I think so, sometimes they may be a little unreasonable but with time they will be relaxed.
Forgiving is never easy, but many people do manage to do it. What is extremely hard to do is to forget. Much more effort has to be made for to do this
SageMother, I think it’s very commendable for couples to be able to move on after something as terrible as cheating happens in their relationship.
I still find that people who cheat are weak emotionally and it’s very hard to build something stronger from the future. It’s even harder for that person that cheats not to shift the blame, because it does come with the territory.
Justontime, how right you are.
Keeping the conversation open in the marriage is very important. Sometimes this is even the reason why most relationships get to the point that one partner cheats on the other.
Liza, if I found out that my partner was cheating on me, he would have to apologize a million times before I would give him a break.
It’s not that I don’t want to start the healing process, the bastard deserves a tough time.
mollyL, if it happened to me, and it has, I know I just won’t be able to forget it.
I know I just won’t be able to say “ok, you’re forgiven” and let’s just get back on to where we were before this happened.
Would you be able to do it?
I don’t think is possible to go back to “before it happened”. I believe both have to be in a new place, willing to accept that trust was broken but there is still hope for both of them… These tips are something that people can work from to keep the marriage alive.
I think berlinlife is right, you can’t put the clock back and you can’t forget what has happened, but you can start from where you are and try to rebuild the marriage
It would take years to get back to a trust position and even then, antennas would still go up at certain signals.
Liza, LOL! If my husband cheated on me and I decided to take him back…. he’s gonna have to do some serious ass kissing. I wouldn’t expect anything else.

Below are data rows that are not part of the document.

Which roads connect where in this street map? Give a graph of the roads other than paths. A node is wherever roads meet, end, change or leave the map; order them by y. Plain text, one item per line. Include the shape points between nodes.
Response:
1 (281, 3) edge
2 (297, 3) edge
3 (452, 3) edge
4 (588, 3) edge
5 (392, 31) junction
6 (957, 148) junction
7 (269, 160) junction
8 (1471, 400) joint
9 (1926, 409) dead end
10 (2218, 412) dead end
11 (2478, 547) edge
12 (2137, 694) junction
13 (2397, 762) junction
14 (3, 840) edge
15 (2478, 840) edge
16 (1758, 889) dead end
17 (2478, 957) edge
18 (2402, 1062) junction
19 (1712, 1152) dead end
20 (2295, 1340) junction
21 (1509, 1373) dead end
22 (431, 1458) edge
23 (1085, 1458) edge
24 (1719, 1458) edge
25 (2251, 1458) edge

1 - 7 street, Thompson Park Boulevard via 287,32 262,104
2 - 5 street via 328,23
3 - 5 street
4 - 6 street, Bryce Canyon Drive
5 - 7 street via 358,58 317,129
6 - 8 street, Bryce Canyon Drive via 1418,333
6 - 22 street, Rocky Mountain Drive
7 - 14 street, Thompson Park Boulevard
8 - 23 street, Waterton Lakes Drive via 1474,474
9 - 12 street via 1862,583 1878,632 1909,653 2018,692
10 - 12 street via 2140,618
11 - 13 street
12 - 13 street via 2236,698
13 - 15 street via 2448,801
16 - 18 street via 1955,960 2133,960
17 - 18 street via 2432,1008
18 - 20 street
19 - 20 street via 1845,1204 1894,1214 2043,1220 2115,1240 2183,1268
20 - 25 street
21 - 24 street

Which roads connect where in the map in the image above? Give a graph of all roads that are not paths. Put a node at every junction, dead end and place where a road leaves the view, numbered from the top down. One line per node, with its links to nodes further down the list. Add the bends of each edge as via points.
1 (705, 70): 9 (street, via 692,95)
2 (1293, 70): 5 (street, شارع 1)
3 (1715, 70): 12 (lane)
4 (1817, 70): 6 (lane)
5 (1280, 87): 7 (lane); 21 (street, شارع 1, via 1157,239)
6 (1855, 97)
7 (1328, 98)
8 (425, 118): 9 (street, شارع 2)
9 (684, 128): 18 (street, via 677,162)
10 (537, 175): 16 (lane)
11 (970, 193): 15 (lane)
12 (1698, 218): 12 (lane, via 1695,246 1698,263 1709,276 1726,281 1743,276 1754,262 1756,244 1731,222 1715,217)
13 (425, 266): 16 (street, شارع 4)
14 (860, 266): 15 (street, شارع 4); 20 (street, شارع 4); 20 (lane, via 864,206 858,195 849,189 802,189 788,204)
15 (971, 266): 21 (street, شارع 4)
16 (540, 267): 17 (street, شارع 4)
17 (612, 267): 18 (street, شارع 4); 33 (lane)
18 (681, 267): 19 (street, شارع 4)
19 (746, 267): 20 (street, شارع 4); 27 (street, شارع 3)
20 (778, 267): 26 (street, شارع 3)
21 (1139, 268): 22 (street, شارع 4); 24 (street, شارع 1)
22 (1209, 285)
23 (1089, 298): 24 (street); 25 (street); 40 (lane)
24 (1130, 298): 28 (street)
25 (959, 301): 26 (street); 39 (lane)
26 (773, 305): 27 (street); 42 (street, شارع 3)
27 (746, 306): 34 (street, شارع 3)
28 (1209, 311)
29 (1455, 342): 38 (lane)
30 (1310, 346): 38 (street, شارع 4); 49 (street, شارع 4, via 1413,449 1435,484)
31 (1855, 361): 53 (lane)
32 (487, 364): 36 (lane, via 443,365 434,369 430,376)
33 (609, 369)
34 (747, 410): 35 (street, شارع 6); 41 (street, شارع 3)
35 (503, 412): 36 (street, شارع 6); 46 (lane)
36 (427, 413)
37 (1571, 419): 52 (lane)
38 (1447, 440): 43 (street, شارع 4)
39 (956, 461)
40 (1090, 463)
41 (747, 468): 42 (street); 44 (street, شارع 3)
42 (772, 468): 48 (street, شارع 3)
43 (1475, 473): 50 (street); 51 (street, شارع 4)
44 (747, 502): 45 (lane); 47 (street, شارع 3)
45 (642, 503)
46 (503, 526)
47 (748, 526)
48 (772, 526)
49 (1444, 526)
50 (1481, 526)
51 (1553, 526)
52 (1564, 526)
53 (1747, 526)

Why do we never hear about chastity devices for men?
Do you think women who are trying to rebuild a marriage after he has had an affair, should consider implementing a chastity policy?
Just a thought.
LOL
Sage what an interesting thought, you have my imagination working overtime – chastity devices for men!
Well, justontime, I think some women need an outward signal that a cheating spouse can’t perform the act again.
A chastity device, with the wife having the key, would definitely slow down any physical infidelities!
I think there are a few women who are so angry and hurt when thy find out that they feel quite capable of action drastic enough to put a more lasting stop to such things.
SageMother, that’s just it… would making new rules to the advantage of the person who has been wronged heal the sadness? I don’t think so, I think it will just create more bitterness in a relationship.
Whether we like it or not, for most part, when cheating happens, there is a cause and an effect. Cheating might be the effect, so we need to see in an individual instance what was the cause in order to heal.
While I understand what you are saying, Diva, there are those women who would derive some satisfaction from creating new rules, even if it didn’t solve the underlying problem.
It might not be ideal, but sometimes it is that temporary satisfaction that allows someone to let go of a relationship that isn’t working.
Liza, time can heal all the pain. It’s just a matter of whether we want to give a cheater a second chance to do right.
berlin06, that’s a very good way of seeing reconciliation. We can’t live for the past and you just need to move forward with today.
I think with time and commitment from both partners a betrayal can be overcome. But it takes time and effort to rebuild trust.
Liza, lol… And some people have pretty long antennaes…. I don’t think the mistrust will ever go away… the antennaes just get shorter in time.
I think saying sorry is the start of a long process. Showing that you are sorry requires a change in behaviour that in time will hopefully enable a degree of trust to be established.